As we can see the moduleConfig variable is computed by the getModuleConfig variable and is never nullified afterward inside the method, so we go deeper into the code to see how the getModuleConfig method computes the moduleConfig variable.
The code of the InternalUtils#getModuleConfig is :

/**
* Get the Struts ModuleConfig for the given module path.
*/
public static ModuleConfig getModuleConfig( String modulePath, ServletContext context )
{
return ( ModuleConfig ) context.getAttribute( Globals.MODULE_KEY + modulePath );
}

The moduleConfig object is retrieved from the ServletContext and if no attribute exists under the name Globals.MODULE_KEY + modulePath then a null object is returned (see ServletContext#getAttribute javadoc). The full name of attribute will be org.apache.struts.action.MODULEmodulePath (to see what can be the value of the modulePath variable, go to the next section).

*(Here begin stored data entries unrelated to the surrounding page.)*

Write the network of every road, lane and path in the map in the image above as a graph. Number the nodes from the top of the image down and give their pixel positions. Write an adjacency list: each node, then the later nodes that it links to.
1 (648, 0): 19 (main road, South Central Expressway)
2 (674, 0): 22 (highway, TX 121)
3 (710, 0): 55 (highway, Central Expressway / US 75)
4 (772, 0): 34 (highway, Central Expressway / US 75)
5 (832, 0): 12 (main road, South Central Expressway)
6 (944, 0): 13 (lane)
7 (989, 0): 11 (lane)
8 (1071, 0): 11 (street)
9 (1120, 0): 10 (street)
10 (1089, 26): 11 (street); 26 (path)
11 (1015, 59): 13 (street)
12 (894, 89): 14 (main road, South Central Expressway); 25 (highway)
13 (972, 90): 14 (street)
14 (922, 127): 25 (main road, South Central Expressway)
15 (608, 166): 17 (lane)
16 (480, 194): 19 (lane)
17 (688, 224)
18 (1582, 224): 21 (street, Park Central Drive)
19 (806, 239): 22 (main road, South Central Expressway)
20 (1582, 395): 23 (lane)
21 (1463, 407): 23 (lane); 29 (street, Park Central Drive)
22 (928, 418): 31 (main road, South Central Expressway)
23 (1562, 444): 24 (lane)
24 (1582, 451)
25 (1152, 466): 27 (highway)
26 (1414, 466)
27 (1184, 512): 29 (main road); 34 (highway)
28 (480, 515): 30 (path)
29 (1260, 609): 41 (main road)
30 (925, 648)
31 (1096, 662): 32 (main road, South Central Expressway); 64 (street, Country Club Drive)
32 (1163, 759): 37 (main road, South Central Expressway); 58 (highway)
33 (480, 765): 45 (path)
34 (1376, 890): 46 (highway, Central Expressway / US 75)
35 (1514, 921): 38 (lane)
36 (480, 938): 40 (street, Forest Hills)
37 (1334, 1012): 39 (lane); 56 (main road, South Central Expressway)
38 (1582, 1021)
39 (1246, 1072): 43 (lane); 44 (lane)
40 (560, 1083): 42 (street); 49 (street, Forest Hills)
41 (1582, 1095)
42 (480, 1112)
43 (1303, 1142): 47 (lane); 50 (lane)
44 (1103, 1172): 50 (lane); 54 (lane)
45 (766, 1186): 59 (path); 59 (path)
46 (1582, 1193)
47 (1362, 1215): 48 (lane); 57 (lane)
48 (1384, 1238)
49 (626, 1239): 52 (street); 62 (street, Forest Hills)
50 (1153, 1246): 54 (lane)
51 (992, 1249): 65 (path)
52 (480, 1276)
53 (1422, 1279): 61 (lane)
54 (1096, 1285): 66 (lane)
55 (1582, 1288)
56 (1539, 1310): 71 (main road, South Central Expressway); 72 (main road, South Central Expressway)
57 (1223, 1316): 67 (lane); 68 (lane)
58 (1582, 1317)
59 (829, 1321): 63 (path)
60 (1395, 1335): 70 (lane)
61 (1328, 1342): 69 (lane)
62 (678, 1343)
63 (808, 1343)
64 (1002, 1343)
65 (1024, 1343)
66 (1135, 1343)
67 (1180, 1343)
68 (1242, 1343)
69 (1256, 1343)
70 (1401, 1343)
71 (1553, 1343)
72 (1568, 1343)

Struts modules and Beehive

Now, let’s take a look at the meaning of the org.apache.struts.config.ModuleConfig interface. The ModuleConfig is the API representation of a Struts-module(Beehive uses under the hood the Struts framework).
A Struts module is a Struts configuration file and a set of corresponding actions, form beans, and Web pages. A Struts application consists of one module by default but may contain more than one module.
The Beehive framework will create dynamically a Struts module for every executed page flow controller.
For example when the https://&#8230;./login url is called, the login.LoginController class will be instantiated and used to treat the request and Beehive will automatically create an instance of org.apache.struts.config.ModuleConfig and store it into the ServletContext under the name org.apache.struts.action.MODULE/login. Normally, the Struts module is created just before the first use of the page flow controller.
My supposition is that the org.apache.struts.config.ModuleConfig objects are singletons (one instance by controller) and are created and added by Beehive into the ServletContext only one time (first time when a controller is used).

Some kind of conclusion

So, the source of the NullPointerException is due to a missing Struts module (which, of course should never happen). Maybe the Beehive had a problem creating the Struts modules or maybe some “mysterious” process just removed all the objects from the ServletContext.
It is possible to monitor the ServletContext “traffic” (what objects are added/removed/updated) by implementing a ServletContextAttributeListener; the problem of this solution is his intrusiveness (a new class should be added to the web application and the application must be redeployed).